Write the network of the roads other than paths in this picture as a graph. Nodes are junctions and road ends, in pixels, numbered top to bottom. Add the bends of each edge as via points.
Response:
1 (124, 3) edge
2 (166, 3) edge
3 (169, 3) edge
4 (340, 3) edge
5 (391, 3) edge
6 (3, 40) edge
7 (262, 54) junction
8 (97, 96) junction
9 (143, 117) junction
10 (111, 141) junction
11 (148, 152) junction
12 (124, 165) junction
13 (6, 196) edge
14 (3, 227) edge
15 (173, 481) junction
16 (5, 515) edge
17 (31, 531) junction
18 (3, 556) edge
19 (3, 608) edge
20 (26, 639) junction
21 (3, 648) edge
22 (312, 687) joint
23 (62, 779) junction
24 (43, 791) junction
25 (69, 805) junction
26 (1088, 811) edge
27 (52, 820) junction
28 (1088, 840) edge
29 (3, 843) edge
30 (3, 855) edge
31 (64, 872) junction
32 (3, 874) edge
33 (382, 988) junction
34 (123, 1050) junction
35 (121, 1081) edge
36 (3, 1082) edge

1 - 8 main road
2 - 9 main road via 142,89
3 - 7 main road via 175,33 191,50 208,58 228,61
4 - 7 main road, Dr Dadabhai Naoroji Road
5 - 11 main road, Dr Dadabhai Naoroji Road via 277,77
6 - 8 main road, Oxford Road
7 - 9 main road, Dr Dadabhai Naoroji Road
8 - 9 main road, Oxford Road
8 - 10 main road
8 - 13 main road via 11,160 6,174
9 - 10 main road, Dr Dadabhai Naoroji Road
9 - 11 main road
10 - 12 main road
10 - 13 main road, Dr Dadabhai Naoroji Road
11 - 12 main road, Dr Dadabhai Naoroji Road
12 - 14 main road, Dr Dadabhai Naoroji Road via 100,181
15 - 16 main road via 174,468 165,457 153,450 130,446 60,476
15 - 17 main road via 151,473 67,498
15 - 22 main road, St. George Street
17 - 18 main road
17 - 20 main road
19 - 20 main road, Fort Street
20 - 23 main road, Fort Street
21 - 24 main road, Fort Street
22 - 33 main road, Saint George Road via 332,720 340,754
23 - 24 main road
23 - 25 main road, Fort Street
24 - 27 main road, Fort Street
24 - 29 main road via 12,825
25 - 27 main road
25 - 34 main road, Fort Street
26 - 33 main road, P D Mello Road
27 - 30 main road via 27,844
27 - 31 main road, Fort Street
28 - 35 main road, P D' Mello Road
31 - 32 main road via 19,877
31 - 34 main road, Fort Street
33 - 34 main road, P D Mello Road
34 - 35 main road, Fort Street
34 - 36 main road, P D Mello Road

-=-=-

WHAT IS REQUIRED: Tell how many lines in the material contain the string "Street". Nothing but the number is needed.

EXERCISE RESPONSE: 10